Pope Francis has lashed out at those in the Western societies who keep justifying their insults against religions by resorting to notions such as freedom of expression.
In a Thursday meeting with Iran’s Vice President for Women and Family Affairs Shahindokht Molaverdi at the Vatican, the Pope stressed that freedom of expression does not mean insulting religions and religious sanctities.
The spiritual leader of the world’s Catholics has repeatedly expressed discontent with the growing trend of religious desecration in the West, which gained a new momentum in the wake of deadly terrorist attacks in France in early January.
On January 7, the office of French weekly magazine Charlie Hebdo came under assault by two gunmen. Some 12 people were killed in the incident, which was claimed by the al-Qaeda branch in Yemen.

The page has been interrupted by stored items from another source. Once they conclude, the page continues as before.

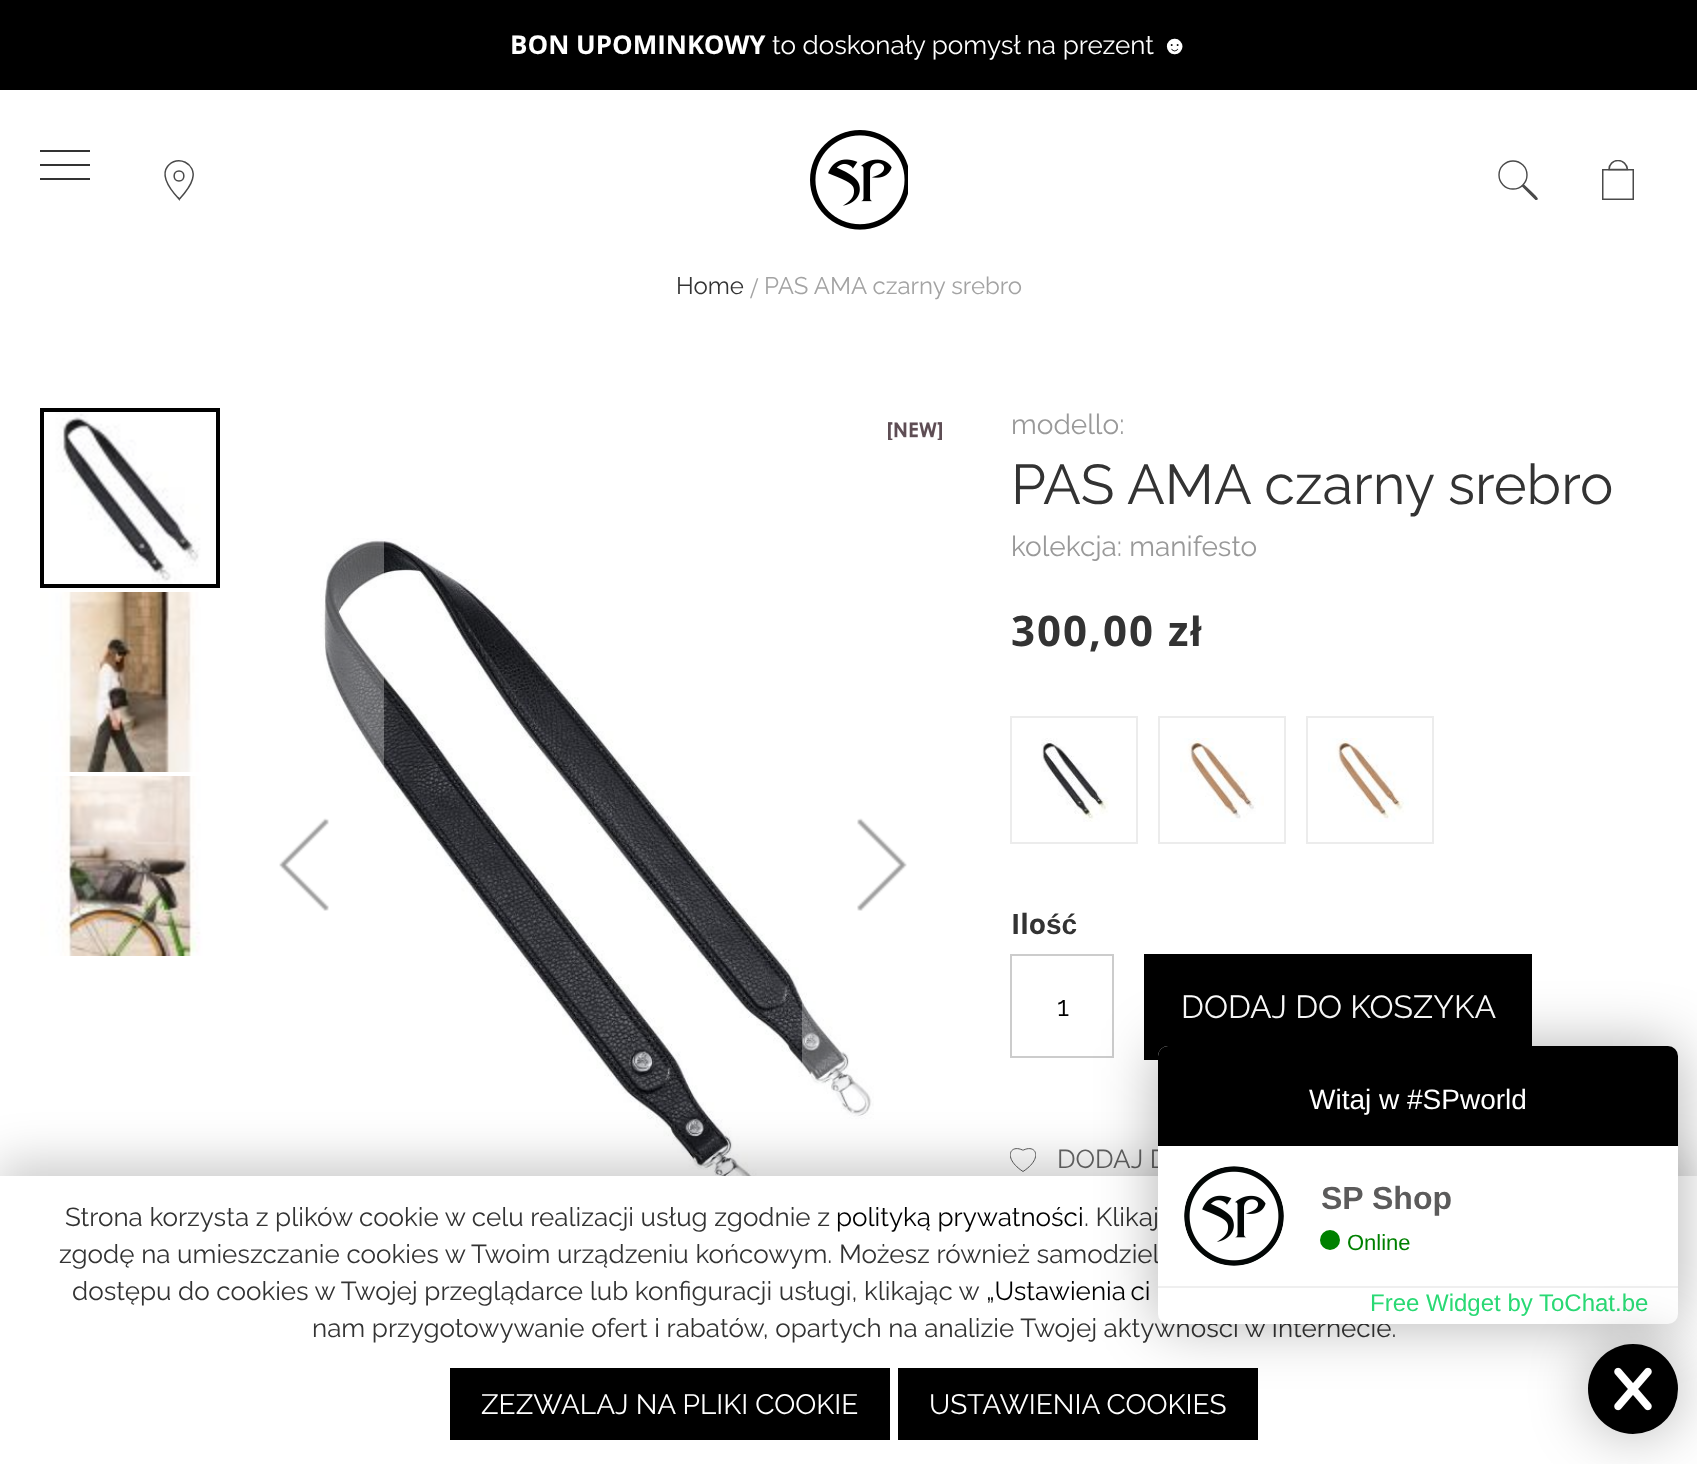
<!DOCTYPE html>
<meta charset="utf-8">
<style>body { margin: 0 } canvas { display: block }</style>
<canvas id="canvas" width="1697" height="1464"></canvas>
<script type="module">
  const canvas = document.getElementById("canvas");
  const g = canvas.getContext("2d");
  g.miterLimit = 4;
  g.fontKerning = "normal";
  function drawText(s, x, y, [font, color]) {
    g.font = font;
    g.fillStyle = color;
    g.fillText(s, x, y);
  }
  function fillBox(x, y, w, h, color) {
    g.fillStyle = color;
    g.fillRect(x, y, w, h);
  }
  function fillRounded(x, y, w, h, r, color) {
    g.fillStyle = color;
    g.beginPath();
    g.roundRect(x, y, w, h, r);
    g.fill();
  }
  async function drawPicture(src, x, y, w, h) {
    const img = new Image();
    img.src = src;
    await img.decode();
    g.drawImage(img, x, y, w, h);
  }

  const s1 = ["bold 26px Open Sans", "#FFFFFF"];
  const s2 = ["100 26px Raleway", "#FFFFFF"];
  const s3 = ["26px Liberation Sans", "#FFFFFF"];
  const s4 = ["100 24px Raleway", "#333333"];
  const s5 = ["30px Liberation Serif", "#A3A3A3"];
  const s6 = ["100 24px Raleway", "#A3A3A3"];
  const s7 = ["100 28px Raleway", "#999999"];
  const s8 = ["100 56px Raleway", "#333333"];
  const s9 = ["bold 42px Open Sans", "#333333"];
  const s10 = ["bold 42px Liberation Sans", "#333333"];
  const s11 = ["bold 28px Open Sans", "#333333"];
  const s12 = ["bold 28px Liberation Sans", "#333333"];
  const s13 = ["100 28px Raleway", "#000000"];
  const s14 = ["100 32px Raleway", "#FFFFFF"];
  const s15 = ["100 26px Raleway", "#666666"];
  const s16 = ["100 26px Raleway", "#333333"];
  const s17 = ["100 26px Raleway", "#000000"];
  const s18 = ["100 28px Raleway", "#FFFFFF"];
  const s19 = ["28px Liberation Sans", "#FFFFFF"];
  const s20 = ["bold 32px Liberation Sans", "#5C5B5B"];
  const s21 = ["22px Liberation Sans", "#008000"];
  const s22 = ["24px Liberation Sans", "#29D974"];

  fillBox(0, 0, 1697, 1464, "#FFFFFF");
  fillBox(0, 0, 1697, 90, "#000000");
  drawText("BON UPOMINKOWY", 510, 54, s1);
  drawText("to doskonały pomysł na prezent", 772, 54, s2);
  drawText("☻", 1161, 54, s3);
  fillBox(40, 150, 50, 2, "#333333");
  fillBox(40, 164, 50, 2, "#333333");
  fillBox(40, 178, 50, 2, "#333333");
  g.beginPath();
  g.moveTo(179.5, 199);
  g.lineTo(179, 198.5);
  g.lineTo(179, 199);
  g.bezierCurveTo(172, 191.5, 159.5, 177, 167.5, 166.5);
  g.bezierCurveTo(177, 154, 197, 163.5, 192.5, 179);
  g.bezierCurveTo(190.5, 186.5, 184.5, 193.5, 179.5, 199);
  g.closePath();
  g.moveTo(179, 171);
  g.bezierCurveTo(185.5, 171, 185.5, 181, 179, 181);
  g.bezierCurveTo(172.5, 181, 172.5, 171, 179, 171);
  g.closePath();
  g.strokeStyle = "#4A4A4A";
  g.lineWidth = 1.5;
  g.stroke();
  await drawPicture("pic1.png", 810, 130, 98, 100);
  g.beginPath();
  g.arc(1513, 175, 14, 0, Math.PI * 2);
  g.lineWidth = 1.4;
  g.stroke();
  g.fillStyle = "#4A4A4A";
  g.beginPath();
  g.moveTo(1523.5, 184);
  g.lineTo(1533, 193);
  g.bezierCurveTo(1536, 196, 1540, 199.5, 1536.5, 200);
  g.lineTo(1535.5, 200);
  g.lineTo(1521.5, 186);
  g.closePath();
  g.fill("evenodd");
  g.lineWidth = 1.5;
  g.strokeRect(1602.75, 169.75, 30.5, 29.5);
  g.save();
  g.beginPath();
  g.rect(1602, 160, 32, 40);
  g.clip();
  g.beginPath();
  g.moveTo(1618, 160.5);
  g.bezierCurveTo(1623, 160.5, 1627, 164.5, 1627.5, 169.5);
  g.lineTo(1609, 169.5);
  g.bezierCurveTo(1609, 164.5, 1613, 160.5, 1618, 160.5);
  g.closePath();
  g.stroke();
  g.restore();
  drawText("Home", 676, 294, s4);
  drawText("/", 750, 298, s5);
  drawText("PAS AMA czarny srebro", 764, 294, s6);
  await drawPicture("pic2.png", 44, 412, 172, 172);
  g.strokeStyle = "#000000";
  g.lineWidth = 4;
  g.strokeRect(42, 410, 176, 176);
  await drawPicture("pic3.png", 40, 592, 180, 180);
  await drawPicture("pic4.png", 40, 776, 180, 180);
  await drawPicture("pic5.png", 320, 538, 554, 638);
  fillBox(324, 540, 60, 232, "rgba(255, 255, 255, 0.3)");
  await drawPicture("pic6.png", 279, 818, 50, 93);
  fillBox(802, 996, 69, 122, "rgba(255, 255, 255, 0.3)");
  await drawPicture("pic7.png", 857, 818, 50, 93);
  await drawPicture("pic8.png", 888, 422, 54, 18);
  drawText("modello:", 1011, 434, s7);
  drawText("PAS AMA czarny srebro", 1011, 504, s8);
  drawText("kolekcja: manifesto", 1011, 556, s7);
  g.letterSpacing = "2px";
  drawText("300,00 z", 1011, 646, s9);
  drawText("ł", 1190, 646, s10);
  g.strokeStyle = "#ECECEC";
  g.lineWidth = 2;
  g.strokeRect(1011, 717, 126, 126);
  await drawPicture("pic9.png", 1041, 738, 68, 84);
  g.strokeRect(1159, 717, 126, 126);
  await drawPicture("pic10.png", 1180, 738, 84, 84);
  g.strokeRect(1307, 717, 126, 126);
  await drawPicture("pic11.png", 1328, 738, 81, 84);
  g.letterSpacing = "0px";
  drawText("Ilo", 1011, 934, s11);
  drawText("ść", 1046, 934, s12);
  g.strokeStyle = "#CCCCCC";
  g.strokeRect(1011, 955, 102, 102);
  drawText("1", 1057, 1016, s13);
  fillBox(1144, 954, 388, 106, "#000000");
  drawText("DODAJ DO KOSZYKA", 1181, 1018, s14);
  g.save();
  g.beginPath();
  g.rect(1010, 1148, 26, 24);
  g.clip();
  g.beginPath();
  g.moveTo(1023.5, 1150);
  g.lineTo(1022.5, 1150);
  g.bezierCurveTo(1009.5, 1144, 1003, 1158.5, 1023, 1171.5);
  g.bezierCurveTo(1043, 1158.5, 1036.5, 1144, 1023.5, 1150);
  g.closePath();
  g.strokeStyle = "#4A4A4A";
  g.lineWidth = 0.9;
  g.stroke();
  g.restore();
  drawText("DODAJ D", 1057, 1168, s15);
  g.fillStyle = "rgba(0, 0, 0, 0.2)";
  g.filter = "blur(24px)";
  g.beginPath();
  g.rect(-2, 1162, 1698, 288);
  g.fill();
  g.filter = "none";
  fillBox(0, 1176, 1697, 288, "#FFFFFF");
  drawText("Strona korzysta z plików cookie w celu realizacji usług zgodnie z", 65, 1226, s16);
  drawText("polityką prywatności", 836, 1226, s17);
  drawText(". Klikaj", 1084, 1226, s16);
  drawText("zgodę na umieszczanie cookies w Twoim urządzeniu końcowym. Możesz również samodziel", 59, 1263, s16);
  drawText("dostępu do cookies w Twojej przeglądarce lub konfiguracji usługi, klikając w", 72, 1300, s16);
  g.wordSpacing = "-2px";
  drawText("„Ustawienia ci", 986, 1300, s17);
  g.wordSpacing = "0px";
  drawText("nam przygotowywanie ofert i rabatów, opartych na analizie Twojej aktywności w Internecie.", 312, 1337, s16);
  fillBox(450, 1368, 440, 72, "#000000");
  drawText("ZEZWALAJ NA PLIKI COOKIE", 481, 1414, s18);
  fillBox(898, 1368, 360, 72, "#000000");
  drawText("USTAWIENIA COOKIES", 929, 1414, s18);
  g.fillStyle = "rgba(0, 0, 0, 0.3)";
  g.filter = "blur(30px)";
  g.beginPath();
  g.roundRect(1158, 1046, 520, 278, 10);
  g.fill();
  g.filter = "none";
  fillRounded(1158, 1046, 520, 278, 10, "#FFFFFF");
  g.fillStyle = "#000000";
  g.beginPath();
  g.roundRect(1158, 1046, 520, 100, [10, 10, 0, 0]);
  g.fill();
  drawText("Witaj w #SPworld", 1309, 1109, s19);
  await drawPicture("pic12.png", 1184, 1166, 100, 100);
  drawText("SP Shop", 1321, 1209, s20);
  g.fillStyle = "#008000";
  g.beginPath();
  g.arc(1330, 1240, 10, 0, Math.PI * 2);
  g.fill();
  drawText("Online", 1347, 1250, s21);
  fillBox(1158, 1286, 520, 2, "#EFEFEF");
  drawText("Free Widget by ToChat.be", 1370, 1311, s22);
  g.fillStyle = "rgba(0, 0, 0, 0.3)";
  g.filter = "blur(30px)";
  g.beginPath();
  g.roundRect(1588, 1344, 90, 90, 45);
  g.fill();
  g.filter = "none";
  g.fillStyle = "#000000";
  g.beginPath();
  g.arc(1633, 1389, 45, 0, Math.PI * 2);
  g.fill();
  await drawPicture("pic13.png", 1614, 1367, 38, 44);
</script>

A few days later, Charlie Hebdo published a blasphemous cartoon insulting Islam’s most revered figure Prophet Muhammad (PBUH).
Senior Muslim figures worldwide denounced both the terror assault against Charlie Hebdo and the magazine’s sacrilegious cartoon.
The Pope also condemned the publication of the image, saying, “You cannot provoke. You cannot insult the faith of others. You cannot make fun of the faith of others.”
Iran’s resolve in nuclear talks
The Pope also voiced support for Iran’s ongoing efforts to secure a comprehensive agreement with P5+1 over its nuclear program, saying he stands by the Iranian nation and government.
In January, the Pope expressed hope that an agreement could be reached soon between Iran and the six powers – Russia, China, France, Britain, the US and Germany.
Last December, Iran’s President Hassan Rouhani sent a message to the Pope and congratulated him on the anniversary of the birth of Jesus Christ, asking him for more sympathy and cooperation in establishing peace and security across the world.